**WORK REQUIRED:**
Look below for the line containing "thumb ip: (1009, 785)" and the line containing "ring mcp: (1279, 793)"; repeat exactly those two lines and all lines between them, and nothing else.

**DATA SHOWN:**
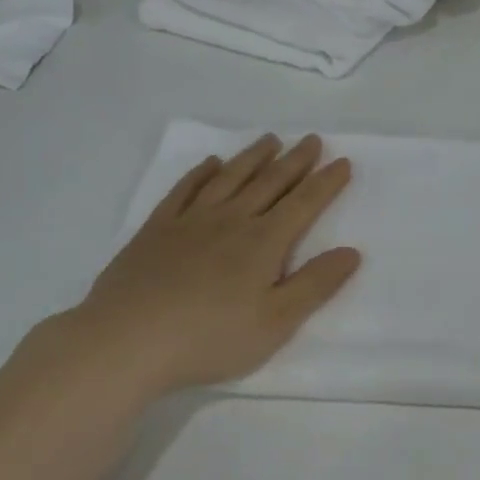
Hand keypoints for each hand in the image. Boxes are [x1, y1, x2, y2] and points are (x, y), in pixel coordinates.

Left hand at [41, 134, 360, 398]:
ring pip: (230, 178)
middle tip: (311, 139)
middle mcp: (231, 220)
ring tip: (270, 140)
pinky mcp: (157, 229)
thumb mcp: (275, 322)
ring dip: (253, 157)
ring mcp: (191, 220)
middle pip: (270, 182)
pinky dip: (201, 173)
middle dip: (295, 160)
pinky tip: (210, 164)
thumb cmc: (209, 337)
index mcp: (263, 242)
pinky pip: (185, 190)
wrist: (127, 340)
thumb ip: (315, 285)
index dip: (326, 182)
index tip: (343, 162)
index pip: (304, 204)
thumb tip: (352, 252)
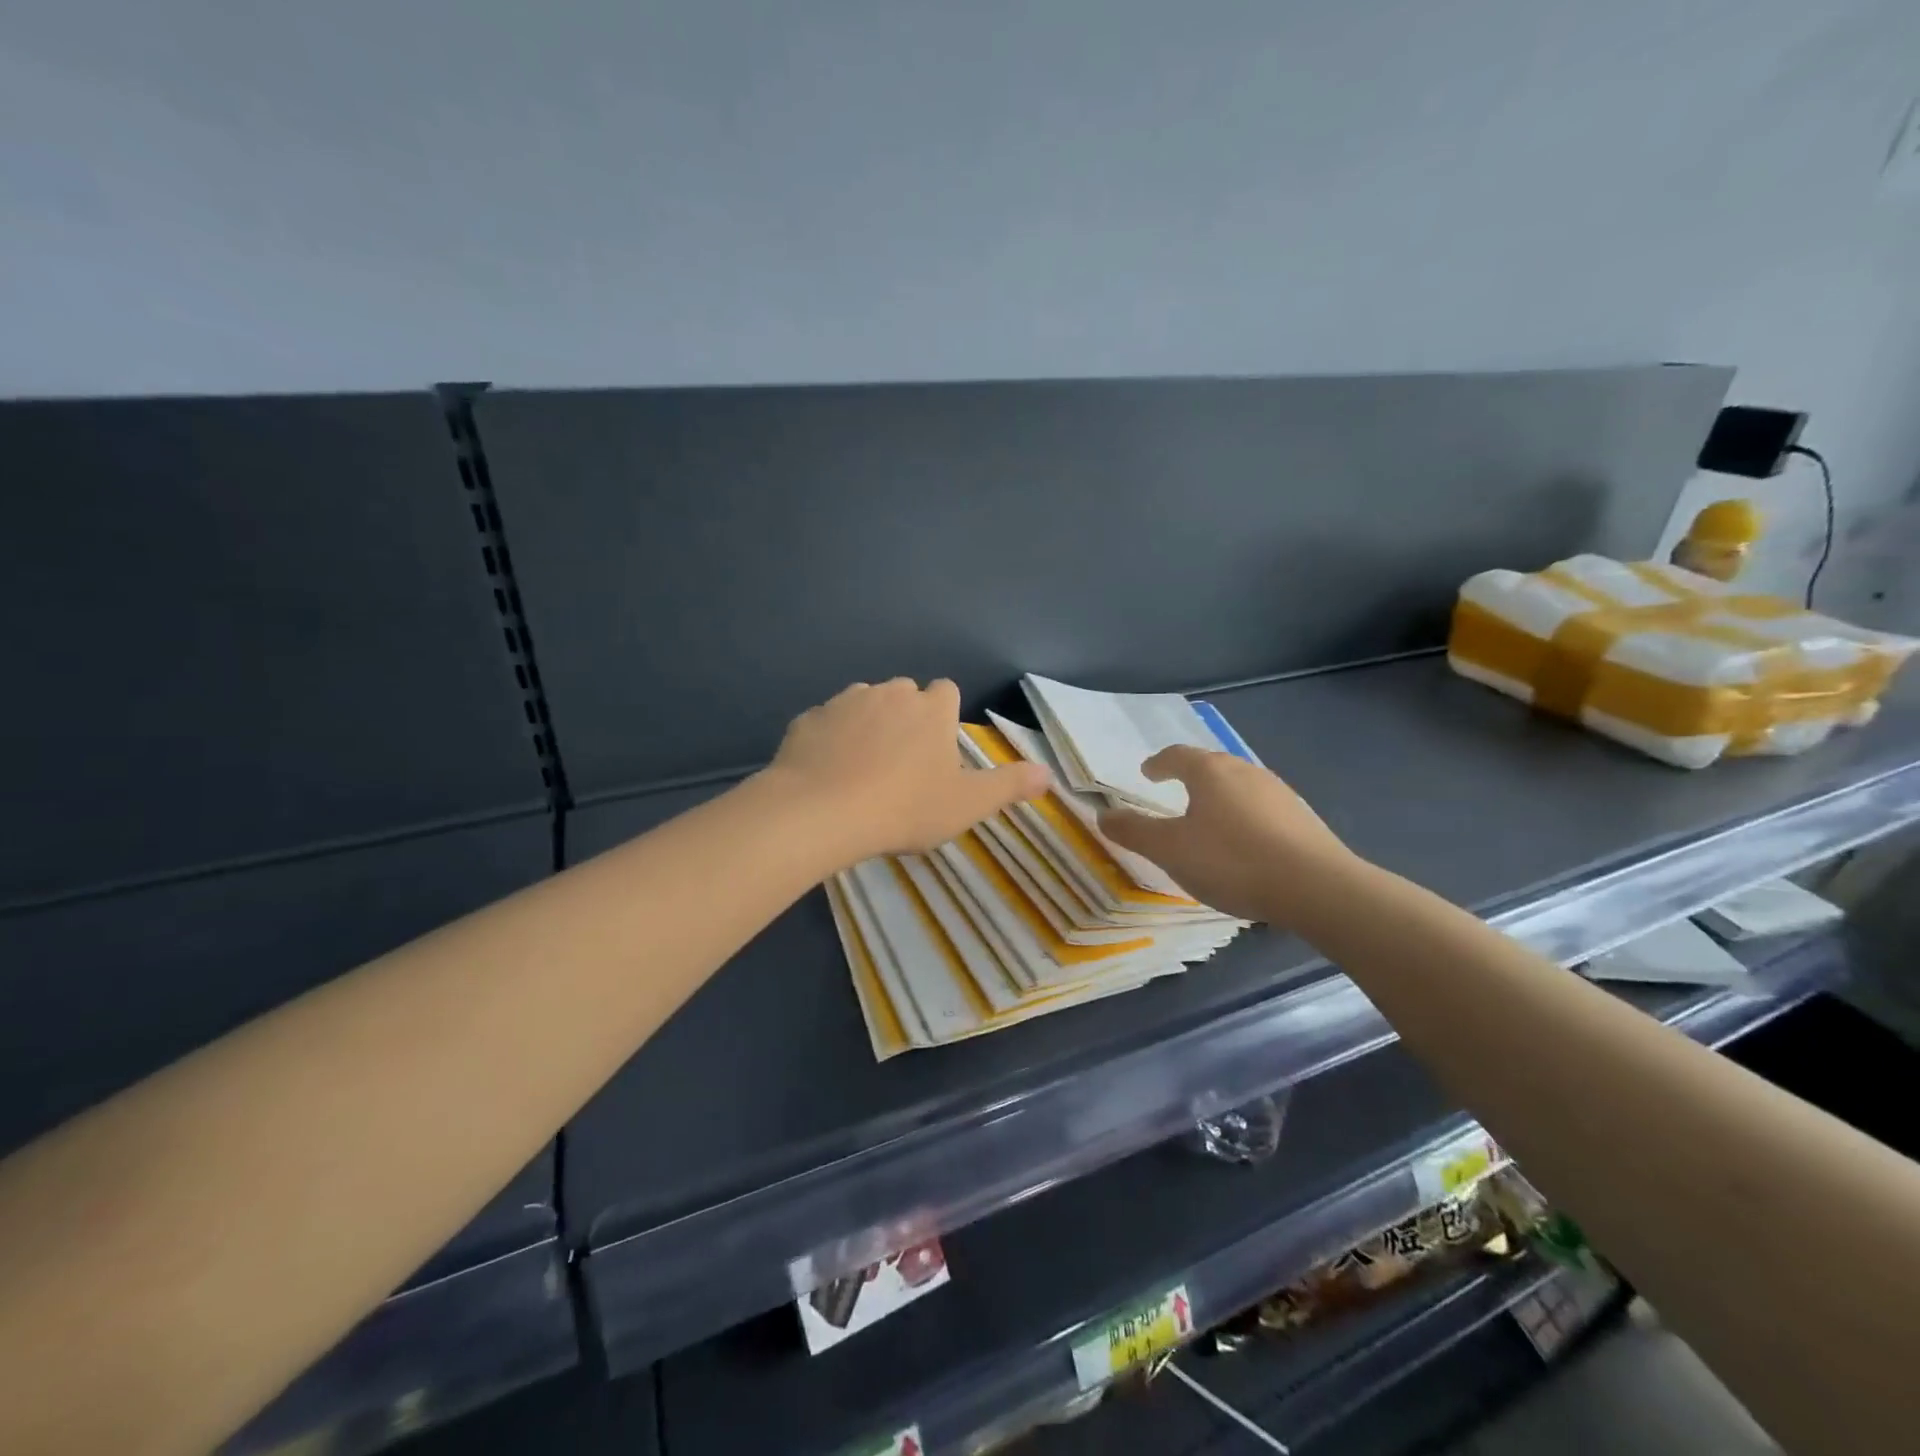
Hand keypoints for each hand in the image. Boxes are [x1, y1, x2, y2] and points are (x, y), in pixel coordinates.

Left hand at [765, 678, 1048, 861]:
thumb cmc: (905, 807)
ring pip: (863, 703)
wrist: (822, 811)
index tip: (939, 747)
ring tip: (863, 768)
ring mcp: (844, 702)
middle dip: (906, 717)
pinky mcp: (808, 719)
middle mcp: (889, 693)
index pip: (947, 690)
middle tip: (903, 764)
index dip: (944, 715)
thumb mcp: (967, 804)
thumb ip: (1009, 785)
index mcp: (930, 709)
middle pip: (904, 693)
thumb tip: (1049, 773)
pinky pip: (826, 722)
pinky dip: (830, 739)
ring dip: (868, 724)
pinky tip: (827, 772)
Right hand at [1098, 747, 1356, 924]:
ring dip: (1219, 795)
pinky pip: (1261, 808)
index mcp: (1210, 772)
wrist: (1317, 887)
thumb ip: (1134, 831)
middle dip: (1190, 775)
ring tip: (1207, 817)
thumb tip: (1103, 814)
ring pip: (1239, 785)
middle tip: (1174, 789)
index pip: (1177, 755)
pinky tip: (1244, 842)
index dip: (1158, 763)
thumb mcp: (1170, 850)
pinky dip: (1244, 816)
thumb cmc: (1232, 861)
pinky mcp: (1302, 818)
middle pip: (1211, 765)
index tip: (1148, 771)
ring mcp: (1279, 793)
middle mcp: (1245, 771)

**FINAL ANSWER:**
thumb ip: (1009, 785)
index mcp: (930, 709)
middle pip: (904, 693)
thumb tip: (1049, 773)
pinky pip: (826, 722)
pinky dip: (830, 739)
ring dip: (868, 724)
pinky tip: (827, 772)
Right hand at [1098, 747, 1356, 924]:
ring dip: (1219, 795)
pinky pip: (1261, 808)
index mcp: (1210, 772)
wrist: (1317, 887)
thumb ip: (1134, 831)
middle dip: (1190, 775)
ring tip: (1207, 817)
thumb tip: (1103, 814)
ring pip: (1239, 785)
middle tip: (1174, 789)
index pip: (1177, 755)
pinky tip: (1244, 842)
index dip: (1158, 763)
thumb mcp: (1170, 850)
pinky dip: (1244, 816)
thumb cmc: (1232, 861)
pinky mcp: (1302, 818)
middle pip: (1211, 765)
index tip: (1148, 771)
ring mcp: (1279, 793)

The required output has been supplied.